> [WORK INSTRUCTION]:
How many lines in these entries contain the string "Mellor"? Reply with the number alone.
MATERIAL SHOWN: Begin
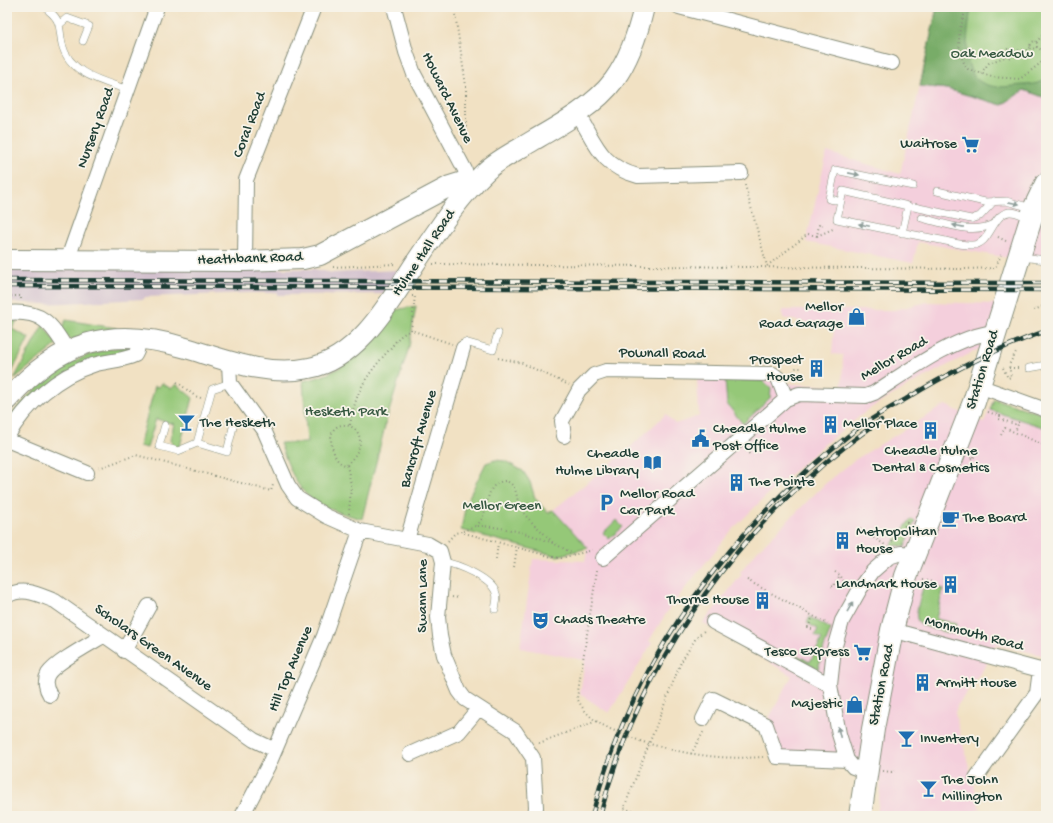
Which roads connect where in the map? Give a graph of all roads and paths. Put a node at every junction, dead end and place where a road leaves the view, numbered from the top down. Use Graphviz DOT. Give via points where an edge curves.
graph roads {
  1 [pos="157,7"];
  2 [pos="314,7"];
  3 [pos="394,7"];
  4 [pos="454,7"];
  5 [pos="644,7"];
  6 [pos="679,7"];
  7 [pos="965,7"];
  8 [pos="49,11"];
  9 [pos="60,24"];
  10 [pos="1046,32"];
  11 [pos="83,41"];
  12 [pos="1036,42"];
  13 [pos="1032,47"];
  14 [pos="1036,47"];
  15 [pos="1014,51"];
  16 [pos="1046,52"];
  17 [pos="1007,56"];
  18 [pos="1046,59"];
  19 [pos="892,63"];
  20 [pos="980,74"];
  21 [pos="128,90"];
  22 [pos="577,113"];
  23 [pos="461,144"];
  24 [pos="741,173"];
  25 [pos="470,183"];
  26 [pos="1046,184"];
  27 [pos="913,186"];
  28 [pos="937,191"];
  29 [pos="835,200"];
  30 [pos="994,201"];
  31 [pos="911,206"];
  32 [pos="1028,214"];
  33 [pos="922,218"];
  34 [pos="994,224"];
  35 [pos="823,226"];
  36 [pos="835,229"];
  37 [pos="905,234"];
  38 [pos="817,236"];
  39 [pos="1010,249"];
  40 [pos="7,260"];
  41 [pos="67,260"];
  42 [pos="1046,260"];
  43 [pos="245,261"];
  44 [pos="398,264"];
  45 [pos="428,264"];
  46 [pos="767,266"];
  47 [pos="331,267"];
  48 [pos="1046,305"];
  49 [pos="1034,310"];
  50 [pos="7,312"];
  51 [pos="411,330"];
  52 [pos="994,332"];
  53 [pos="498,333"];
  54 [pos="139,338"];
  55 [pos="463,348"];
  56 [pos="67,350"];
  57 [pos="1017,350"];
  58 [pos="229,363"];
  59 [pos="1046,365"];
  60 [pos="1003,368"];
  61 [pos="1029,368"];
  62 [pos="177,382"];
  63 [pos="230,383"];
  64 [pos="979,386"];
  65 [pos="786,399"];
  66 [pos="7,400"];
  67 [pos="209,400"];
  68 [pos="1046,410"];
  69 [pos="989,412"];
  70 [pos="234,423"];
  71 [pos="165,425"];
  72 [pos="350,425"];
  73 [pos="1015,432"];
  74 [pos="1001,435"];
  75 [pos="7,436"];
  76 [pos="564,436"];
  77 [pos="7,440"];
  78 [pos="197,443"];
  79 [pos="1046,446"];
  80 [pos="978,454"];
  81 [pos="971,458"];
  82 [pos="347,466"];
  83 [pos="281,468"];
  84 [pos="87,473"];
  85 [pos="346,525"];
  86 [pos="476,526"];
  87 [pos="860,529"];
  88 [pos="360,531"];
  89 [pos="462,532"];
  90 [pos="407,540"];
  91 [pos="498,542"];
  92 [pos="553,544"];
  93 [pos="888,547"];
  94 [pos="517,548"];
  95 [pos="574,554"];
  96 [pos="441,557"];
  97 [pos="603,558"];
  98 [pos="496,559"];
  99 [pos="919,563"];
  100 [pos="514,567"];
  101 [pos="835,572"];
  102 [pos="840,575"];
  103 [pos="923,578"];
  104 [pos="747,580"];
  105 [pos="934,581"];
  106 [pos="832,586"];
  107 [pos="921,586"];
  108 [pos="7,596"];
  109 [pos="856,596"];
  110 [pos="149,606"];
  111 [pos="496,609"];
  112 [pos="813,616"];
  113 [pos="713,622"];
  114 [pos="812,629"];
  115 [pos="839,630"];
  116 [pos="892,630"];
  117 [pos="969,630"];
  118 [pos="103,636"];
  119 [pos="967,636"];
  120 [pos="124,651"];
  121 [pos="1043,669"];
  122 [pos="830,684"];
  123 [pos="50,695"];
  124 [pos="478,709"];
  125 [pos="703,719"];
  126 [pos="594,721"];
  127 [pos="648,744"];
  128 [pos="526,748"];
  129 [pos="275,750"];
  130 [pos="410,754"];
  131 [pos="691,754"];
  132 [pos="776,757"];
  133 [pos="847,760"];
  134 [pos="868,772"];
  135 [pos="976,778"];
  136 [pos="927,788"];
  137 [pos="931,795"];
  138 [pos="242,816"];
  139 [pos="535,816"];
  140 [pos="644,816"];
  141 [pos="860,816"];
  1 -- 21 [label="street, Nursery Road"];
  2 -- 43 [label="street, Coral Road" via="246,180"];
  3 -- 25 [label="street, Howard Avenue" via="414,74"];
  4 -- 23 [label="path" via="466,86 466,131"];
  5 -- 22 [label="main road, Hulme Hall Road" via="629,54 613,82"];
  6 -- 19 [label="street"];
  7 -- 20 [label="path" via="960,29 960,55 968,69"];
  8 -- 9 [label="lane"];
  9 -- 11 [label="lane" via="67,18 89,26"];
  9 -- 21 [label="lane" via="64,52 80,71"];
  10 -- 12 [label="path"];
  12 -- 13 [label="path" via="1031,43"];
  12 -- 14 [label="path"];
  13 -- 14 [label="path"];
  13 -- 15 [label="path"];
  14 -- 16 [label="path"];
  15 -- 17 [label="path" via="1012,57"];
  15 -- 17 [label="path" via="1008,50"];
  17 -- 20 [label="path" via="989,63"];
  18 -- 20 [label="path" via="1020,79"];
  21 -- 41 [label="street, Nursery Road"];
  22 -- 24 [label="street" via="604,158 623,172 638,176"];
  22 -- 25 [label="main road, Hulme Hall Road"];
  24 -- 46 [label="path"];
  25 -- 43 [label="main road, Heathbank Road" via="450,186 316,256 302,259"];
  25 -- 58 [label="main road, Hulme Hall Road" via="395,296 357,342 338,356 310,368 267,369"];
  26 -- 32 [label="main road, Station Road"];
  29 -- 27 [label="lane, one-way" via="829,198 835,170"];
  28 -- 30 [label="lane" via="985,202"];
  30 -- 31 [label="lane, bridge" via="980,216 971,219"];
  30 -- 32 [label="lane, one-way" via="1017,203"];
  31 -- 37 [label="lane"];
  37 -- 31 [label="lane, one-way" via="837,219 844,191"];
  32 -- 34 [label="lane" via="1003,214"];
  32 -- 39 [label="main road, Station Road"];
  32 -- 39 [label="path"];
  34 -- 33 [label="lane, one-way" via="971,228"];
  34 -- 37 [label="lane" via="978,245"];
  35 -- 38 [label="path" via="819,225"];
  36 -- 38 [label="path"];
  38 -- 46 [label="path" via="808,234"];
  39 -- 42 [label="lane"];
  39 -- 46 [label="path" via="995,268"];
  39 -- 52 [label="main road, Station Road"];
  40 -- 41 [label="main road, Heathbank Road"];
  41 -- 43 [label="main road, Heathbank Road"];
  44 -- 47 [label="path"];
  45 -- 46 [label="path"];
  48 -- 49 [label="path"];
  50 -- 56 [label="street" via="38,316 45,320 53,326"];
  51 -- 72 [label="path" via="398,337 365,378 354,404"];
  52 -- 64 [label="main road, Station Road"];
  52 -- 65 [label="street, Mellor Road" via="979,334 932,356 866,396 799,394"];
  53 -- 55 [label="lane" via="493,350 465,342"];
  54 -- 56 [label="main road, Hulme Hall Road" via="106,339"];
  54 -- 58 [label="main road, Hulme Hall Road" via="186,348"];
  54 -- 75 [label="street" via="134,355 77,371 47,390 20,416"];
  55 -- 90 [label="street, Bancroft Avenue"];
  56 -- 66 [label="main road, Hulme Hall Road" via="25,379"];
  57 -- 60 [label="path" via="1009,365 1011,377 1008,378"];
  58 -- 63 [label="street"];
  59 -- 61 [label="lane"];
  62 -- 67 [label="path" via="195,396"];
  63 -- 67 [label="lane" via="212,389"];
  63 -- 83 [label="street, Swann Lane" via="264,430"];
  64 -- 68 [label="street"];
  64 -- 99 [label="main road, Station Road"];
  65 -- 76 [label="street, Pownall Road" via="778,378 773,374 606,371 594,375 579,390 562,421"];
  65 -- 97 [label="street, Mellor Road"];
  67 -- 78 [label="lane"];
  69 -- 73 [label="path" via="1015,424 1019,422"];
  70 -- 78 [label="lane" via="226,452"];
  71 -- 78 [label="lane" via="159,446 178,451"];
  72 -- 82 [label="path" via="358,434 360,445"];
  72 -- 82 [label="path" via="342,425 330,434 335,456"];
  73 -- 74 [label="path" via="1005,428"];
  73 -- 79 [label="path"];
  77 -- 84 [label="street"];
  80 -- 81 [label="path"];
  82 -- 85 [label="path" via="351,485 351,506"];
  83 -- 84 [label="path" via="271,491 136,455"];
  83 -- 85 [label="street, Swann Lane" via="297,498 309,507"];
  85 -- 88 [label="street, Swann Lane"];
  86 -- 89 [label="path"];
  86 -- 92 [label="path" via="509,530"];
  86 -- 92 [label="path" via="484,514 491,489 499,482 506,481 514,487 521,510"];
  87 -- 93 [label="path"];
  88 -- 90 [label="street, Swann Lane"];
  88 -- 129 [label="street, Hill Top Avenue" via="324,636"];
  89 -- 91 [label="path"];
  89 -- 96 [label="path" via="453,535"];
  90 -- 96 [label="street, Swann Lane" via="428,544"];
  91 -- 94 [label="path"];
  91 -- 98 [label="path"];
  92 -- 95 [label="path"];
  94 -- 95 [label="path" via="561,558"];
  94 -- 100 [label="path"];
  95 -- 97 [label="path" via="593,550"];
  96 -- 111 [label="lane" via="490,584 496,593"];
  96 -- 124 [label="street, Swann Lane" via="438,617 444,655 459,691 465,700"];
  97 -- 126 [label="path" via="597,568 577,698 584,711"];
  99 -- 103 [label="path"];
  99 -- 109 [label="street" via="901,553 889,557 873,571"];
  99 -- 116 [label="main road, Station Road"];
  101 -- 102 [label="path"];
  102 -- 106 [label="path"];
  102 -- 109 [label="path" via="850,592"];
  103 -- 105 [label="path"];
  103 -- 107 [label="path"];
  104 -- 112 [label="path"];
  108 -- 118 [label="street, Scholars Green Avenue" via="27,591 55,601"];
  115 -- 109 [label="street, one-way"];
  110 -- 120 [label="street"];
  112 -- 114 [label="path" via="808,627"];
  112 -- 115 [label="path"];
  113 -- 122 [label="street"];
  113 -- 127 [label="path" via="696,638 681,662"];
  115 -- 122 [label="street"];
  116 -- 121 [label="street, Monmouth Road"];
  116 -- 134 [label="main road, Station Road" via="873,729"];
  117 -- 119 [label="path"];
  118 -- 120 [label="street, Scholars Green Avenue"];
  118 -- 123 [label="street" via="56,666 47,675 46,688"];
  120 -- 129 [label="street, Scholars Green Avenue" via="254,740"];
  121 -- 135 [label="street" via="1037,693"];
  133 -- 122 [label="street, one-way" via="839,734"];
  124 -- 128 [label="street, Swann Lane" via="515,731"];
  124 -- 130 [label="street" via="459,732"];
  125 -- 131 [label="path" via="709,722"];
  125 -- 132 [label="street" via="713,699 766,725"];
  126 -- 127 [label="path, bridge"];
  126 -- 128 [label="path"];
  127 -- 131 [label="path"];
  127 -- 140 [label="path" via="624,808"];
  128 -- 139 [label="street, Swann Lane" via="533,758"];
  129 -- 138 [label="street, Hill Top Avenue"];
  131 -- 132 [label="path" via="719,758"];
  132 -- 133 [label="street"];
  133 -- 134 [label="street" via="853,767"];
  134 -- 141 [label="main road, Station Road"];
  136 -- 137 [label="path"];
}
MATERIAL SHOWN: End
> [TASK RESPONSE]:
2